Tables and metadata in Microsoft Dataverse
Dataverse is designed so that you can quickly and easily create a data model for your application. Normally, you shouldn't have to concern yourself with some of the details about metadata that this topic will introduce. But if you want to develop a deeper understanding about how apps that use Dataverse work or you're evaluating what is possible, understanding the metadata used by Dataverse may provide you insight.
Metadata means data about data. Dataverse provides a flexible platform for you because it's relatively easy to edit the definitions of the data that the environment will use. In Dataverse, the metadata is a collection of tables. Tables describe the kinds of data stored in the database. Table metadata is what controls the kinds of records you can create and what kind of actions can be performed on them. When you use the customization tools to create or edit tables, columns, and table relationships, you're editing this metadata.

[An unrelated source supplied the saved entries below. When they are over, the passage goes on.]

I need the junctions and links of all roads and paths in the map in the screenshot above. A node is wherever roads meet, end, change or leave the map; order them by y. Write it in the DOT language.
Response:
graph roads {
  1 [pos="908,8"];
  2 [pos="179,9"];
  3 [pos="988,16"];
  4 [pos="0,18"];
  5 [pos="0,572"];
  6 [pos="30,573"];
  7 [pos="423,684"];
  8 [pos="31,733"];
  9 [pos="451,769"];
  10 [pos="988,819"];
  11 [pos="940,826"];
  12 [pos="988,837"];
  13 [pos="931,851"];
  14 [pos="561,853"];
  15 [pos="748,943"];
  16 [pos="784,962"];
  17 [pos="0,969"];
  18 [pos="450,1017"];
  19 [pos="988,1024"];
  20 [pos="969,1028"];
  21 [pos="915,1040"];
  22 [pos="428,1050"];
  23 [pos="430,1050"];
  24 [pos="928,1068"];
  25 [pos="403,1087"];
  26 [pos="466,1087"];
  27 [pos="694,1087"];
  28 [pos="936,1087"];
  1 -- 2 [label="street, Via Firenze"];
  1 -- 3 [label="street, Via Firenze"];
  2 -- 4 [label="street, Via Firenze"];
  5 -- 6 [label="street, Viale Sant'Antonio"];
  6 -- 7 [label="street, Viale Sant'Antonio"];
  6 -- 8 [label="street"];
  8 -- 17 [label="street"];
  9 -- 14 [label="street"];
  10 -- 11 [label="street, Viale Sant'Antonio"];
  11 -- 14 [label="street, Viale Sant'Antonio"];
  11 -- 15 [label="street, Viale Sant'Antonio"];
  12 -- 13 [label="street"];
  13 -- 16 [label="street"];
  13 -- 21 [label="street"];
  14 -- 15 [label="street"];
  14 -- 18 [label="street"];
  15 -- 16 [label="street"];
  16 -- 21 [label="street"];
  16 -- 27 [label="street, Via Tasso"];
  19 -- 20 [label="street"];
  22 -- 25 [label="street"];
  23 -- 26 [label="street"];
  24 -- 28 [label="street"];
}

Different clients people use to interact with the data in your environment depend on the table metadata and adapt as you customize the metadata. But these clients also depend on other data to control what visual elements to display, any custom logic to apply, and how to apply security. This system data is also stored within tables but the tables themselves aren't available for customization.
You can learn about standard tables, attributes, and table relationships included by default in Dataverse by reviewing the entity reference.

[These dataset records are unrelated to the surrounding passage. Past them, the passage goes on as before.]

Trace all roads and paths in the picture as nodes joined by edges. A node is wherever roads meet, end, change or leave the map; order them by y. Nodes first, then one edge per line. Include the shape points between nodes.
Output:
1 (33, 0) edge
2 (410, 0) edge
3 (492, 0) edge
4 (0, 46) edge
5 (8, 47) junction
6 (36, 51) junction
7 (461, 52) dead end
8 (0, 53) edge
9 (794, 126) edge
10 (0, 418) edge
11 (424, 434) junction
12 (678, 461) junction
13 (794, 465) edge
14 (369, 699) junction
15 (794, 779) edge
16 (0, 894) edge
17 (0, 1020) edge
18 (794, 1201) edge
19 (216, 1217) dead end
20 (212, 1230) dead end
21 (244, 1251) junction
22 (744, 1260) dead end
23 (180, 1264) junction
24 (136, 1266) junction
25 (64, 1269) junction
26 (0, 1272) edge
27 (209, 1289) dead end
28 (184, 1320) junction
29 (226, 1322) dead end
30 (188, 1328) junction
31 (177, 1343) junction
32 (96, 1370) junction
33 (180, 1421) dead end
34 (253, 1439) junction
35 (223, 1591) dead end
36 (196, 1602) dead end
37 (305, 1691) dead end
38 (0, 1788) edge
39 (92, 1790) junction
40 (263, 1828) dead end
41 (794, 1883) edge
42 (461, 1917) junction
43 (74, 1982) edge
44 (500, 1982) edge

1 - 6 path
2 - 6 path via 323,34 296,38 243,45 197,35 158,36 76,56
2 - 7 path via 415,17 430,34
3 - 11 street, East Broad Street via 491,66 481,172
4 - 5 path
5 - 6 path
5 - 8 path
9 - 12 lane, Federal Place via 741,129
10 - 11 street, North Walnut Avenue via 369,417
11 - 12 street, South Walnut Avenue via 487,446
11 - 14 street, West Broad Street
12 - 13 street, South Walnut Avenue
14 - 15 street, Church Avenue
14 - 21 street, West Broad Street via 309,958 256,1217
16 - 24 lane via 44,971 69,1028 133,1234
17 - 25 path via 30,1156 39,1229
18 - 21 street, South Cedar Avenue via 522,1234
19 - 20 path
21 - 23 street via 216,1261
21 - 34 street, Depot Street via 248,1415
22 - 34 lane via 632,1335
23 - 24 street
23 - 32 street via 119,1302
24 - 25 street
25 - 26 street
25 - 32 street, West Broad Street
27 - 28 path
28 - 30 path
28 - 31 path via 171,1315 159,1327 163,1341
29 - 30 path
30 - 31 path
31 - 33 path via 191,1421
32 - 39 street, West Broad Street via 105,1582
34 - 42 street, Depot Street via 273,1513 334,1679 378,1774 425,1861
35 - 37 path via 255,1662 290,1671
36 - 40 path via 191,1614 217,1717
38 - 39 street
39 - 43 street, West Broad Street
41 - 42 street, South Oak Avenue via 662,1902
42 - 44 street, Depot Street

The designers available to edit metadata cannot show all the details found in the metadata. You can install a model-driven app called the Metadata Browser which will allow you to view all the tables and metadata properties that are found in the system. More information: Browse the metadata for your environment.

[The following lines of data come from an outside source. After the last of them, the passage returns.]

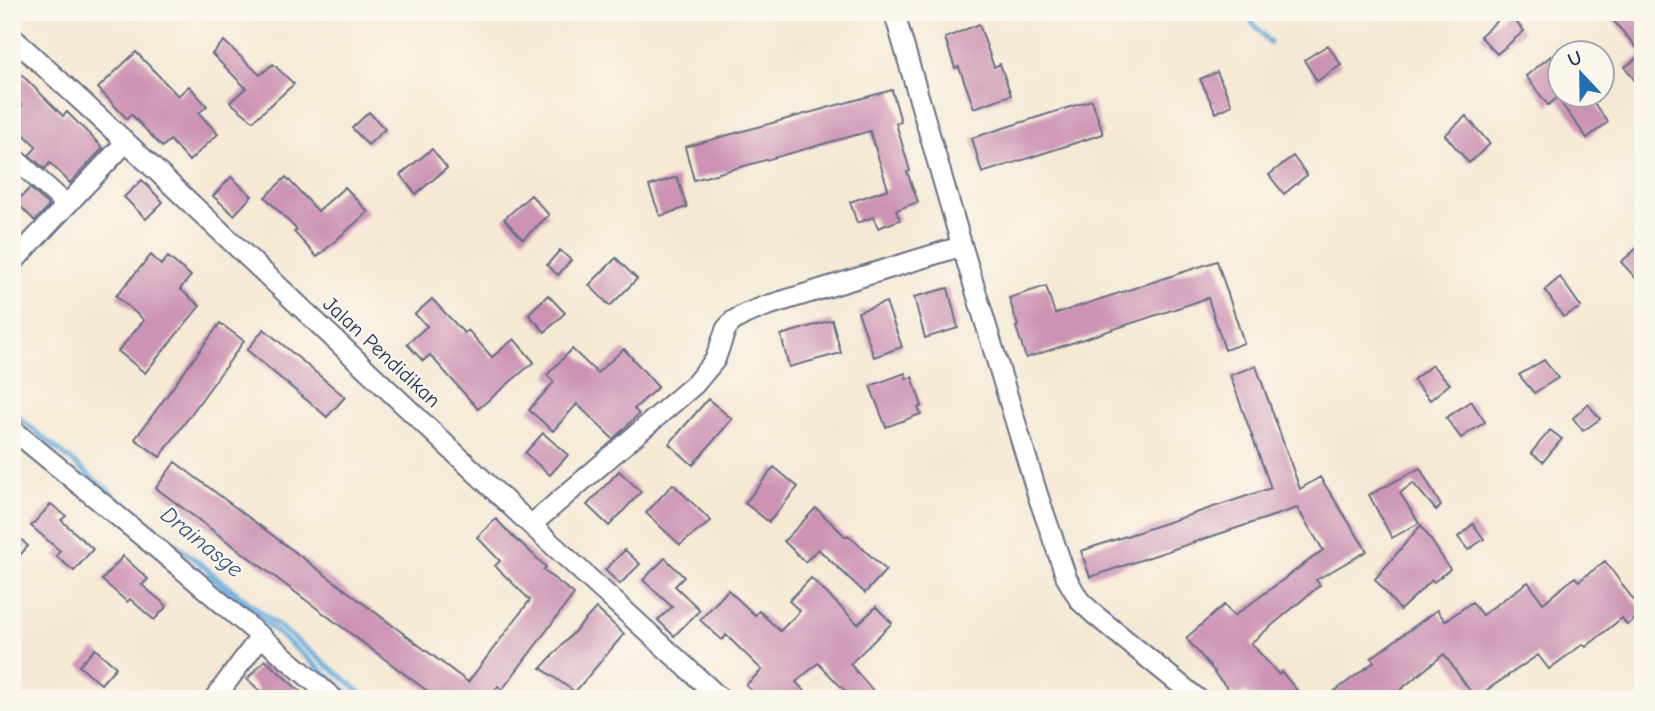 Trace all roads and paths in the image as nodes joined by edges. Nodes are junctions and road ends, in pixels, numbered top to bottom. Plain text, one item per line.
1 (894, 12) edge
2 (12, 37) edge
3 (126, 142) junction
4 (12, 156) edge
5 (67, 205) junction
6 (962, 246) junction
7 (12, 262) edge
8 (12, 429) edge
9 (531, 525) junction
10 (261, 636) junction
11 (214, 699) edge
12 (334, 699) edge
13 (721, 699) edge
14 (1198, 699) edge

1 - 6 street
2 - 3 street, Jalan Pendidikan
3 - 5 street
3 - 9 street, Jalan Pendidikan
4 - 5 street
5 - 7 street
6 - 9 street
6 - 14 street
8 - 10 street
9 - 13 street, Jalan Pendidikan
10 - 11 street
10 - 12 street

Create new metadata or use existing metadata?
Dataverse comes with many standard tables that support core business application capabilities. For example, data about your customers or potential customers is intended to be stored using the account or contact tables.
Each of these tables also contains many columns that represent common data that the system may need to store for the respective table.
For most organizations it's to your advantage to use the standard tables and attributes for the purposes they were provided.
If you install a solution, you can expect that the solution developer has leveraged the standard tables and attributes. Creating a new custom table that replaces a system table or attribute will mean that any solutions available may not work for your organization.
For these reasons, we recommend that you look for and use the provided standard tables, columns, and table relationships when they make sense for your organization. If they don’t make sense and can’t be edited to match your need, you should evaluate if creating a new table, column, or table relationships is required.
Remember that you can change the display name of a table so that it matches the nomenclature your organization uses. For example, it's common for people to change the display name of the Account table to Company or the name of the Contact table to Individual. This can be done to tables or attributes without changing the behavior of the table. For more information about renaming tables, see Change the name of a table.
You can’t delete standard tables, columns, or table relationships. They're considered part of the system solution and every organization is expected to have them. If you want to hide a standard table, change the security role privileges for your organization to remove the read privilege for that table. This will remove the table from most parts of the application. If there's a system column that you don’t need, remove it from the form and any views that use it. Change the Searchable value in the column and table relationship definitions so that they don't appear in advanced find.
Limitations on creating metadata items
There's a limit to the number of tables you can create. You can find information about the maximum number in the Settings > Administration > Resources In Use page.
Within each table there's an upper limit on the number of columns you can create. This limit is based on the technical limitations on the amount of data that can be stored in a row of a database table. It's difficult to provide a specific number because each type of column can use a different amount of space. The upper limit depends on the total space used by all the columns for the table.
Most people don't create enough custom columns to reach the limit, but if you find yourself planning to add hundreds of custom columns to a table, you should consider if this is the best design. Do all the columns you plan to add describe properties for a row for that table? Do you really expect that people using your organization will be able to manage a form that includes such a high number of columns? The number of columns you add to a form increase the amount of data that has to be transferred each time a row is edited and will affect the performance of the system. Take these factors into consideration when you're adding custom columns to a table.
Choice columns provide a set of options that will be displayed in a drop-down control on a form or in picklist control when using advanced find. Your environment can support thousands of options within an Option set, but you shouldn’t consider this as the upper limit. Usability studies have shown that people have trouble using a system where a drop-down control provides large numbers of options. Use choice column to define categories for data. Don’t use choice columns to select categories that actually represent separate items of data. For example, rather than maintain a choice column that stores each of hundreds of possible manufacturers of a type of equipment, consider creating a table that stores references to each manufacturer and use a lookup column instead of a choice.